Segment Start: RECORDS FOR THIS EXERCISE
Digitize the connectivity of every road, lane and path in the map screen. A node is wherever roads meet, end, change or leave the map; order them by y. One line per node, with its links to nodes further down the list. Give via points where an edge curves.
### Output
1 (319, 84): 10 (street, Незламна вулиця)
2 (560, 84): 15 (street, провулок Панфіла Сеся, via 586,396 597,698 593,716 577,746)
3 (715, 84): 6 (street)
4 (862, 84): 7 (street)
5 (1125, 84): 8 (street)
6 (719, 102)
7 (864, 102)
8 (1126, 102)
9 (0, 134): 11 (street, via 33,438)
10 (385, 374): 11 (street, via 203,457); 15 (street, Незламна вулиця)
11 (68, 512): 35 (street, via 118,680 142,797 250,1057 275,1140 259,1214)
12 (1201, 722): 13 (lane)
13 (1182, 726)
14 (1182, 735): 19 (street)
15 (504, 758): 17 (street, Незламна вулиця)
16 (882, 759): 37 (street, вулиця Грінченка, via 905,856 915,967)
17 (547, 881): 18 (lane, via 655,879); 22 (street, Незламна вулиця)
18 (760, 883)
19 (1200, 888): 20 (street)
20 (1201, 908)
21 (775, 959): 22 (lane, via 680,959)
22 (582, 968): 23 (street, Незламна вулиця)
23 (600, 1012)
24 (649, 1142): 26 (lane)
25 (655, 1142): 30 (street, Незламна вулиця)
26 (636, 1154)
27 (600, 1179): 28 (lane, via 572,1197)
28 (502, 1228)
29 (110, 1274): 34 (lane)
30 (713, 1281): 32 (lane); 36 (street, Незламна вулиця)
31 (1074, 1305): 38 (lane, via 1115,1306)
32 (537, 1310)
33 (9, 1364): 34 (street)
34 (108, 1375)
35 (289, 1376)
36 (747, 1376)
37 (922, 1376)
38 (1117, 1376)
Segment End: RECORDS FOR THIS EXERCISE
Restate every line of the data above exactly as it was written.

Digitize the connectivity of every road, lane and path in the map screen. A node is wherever roads meet, end, change or leave the map; order them by y. One line per node, with its links to nodes further down the list. Give via points where an edge curves.
### Output
1 (319, 84): 10 (street, Незламна вулиця)
2 (560, 84): 15 (street, провулок Панфіла Сеся, via 586,396 597,698 593,716 577,746)
3 (715, 84): 6 (street)
4 (862, 84): 7 (street)
5 (1125, 84): 8 (street)
6 (719, 102)
7 (864, 102)
8 (1126, 102)
9 (0, 134): 11 (street, via 33,438)
10 (385, 374): 11 (street, via 203,457); 15 (street, Незламна вулиця)
11 (68, 512): 35 (street, via 118,680 142,797 250,1057 275,1140 259,1214)
12 (1201, 722): 13 (lane)
13 (1182, 726)
14 (1182, 735): 19 (street)
15 (504, 758): 17 (street, Незламна вулиця)
16 (882, 759): 37 (street, вулиця Грінченка, via 905,856 915,967)
17 (547, 881): 18 (lane, via 655,879); 22 (street, Незламна вулиця)
18 (760, 883)
19 (1200, 888): 20 (street)
20 (1201, 908)
21 (775, 959): 22 (lane, via 680,959)
22 (582, 968): 23 (street, Незламна вулиця)
23 (600, 1012)
24 (649, 1142): 26 (lane)
25 (655, 1142): 30 (street, Незламна вулиця)
26 (636, 1154)
27 (600, 1179): 28 (lane, via 572,1197)
28 (502, 1228)
29 (110, 1274): 34 (lane)
30 (713, 1281): 32 (lane); 36 (street, Незламна вулиця)
31 (1074, 1305): 38 (lane, via 1115,1306)
32 (537, 1310)
33 (9, 1364): 34 (street)
34 (108, 1375)
35 (289, 1376)
36 (747, 1376)
37 (922, 1376)
38 (1117, 1376)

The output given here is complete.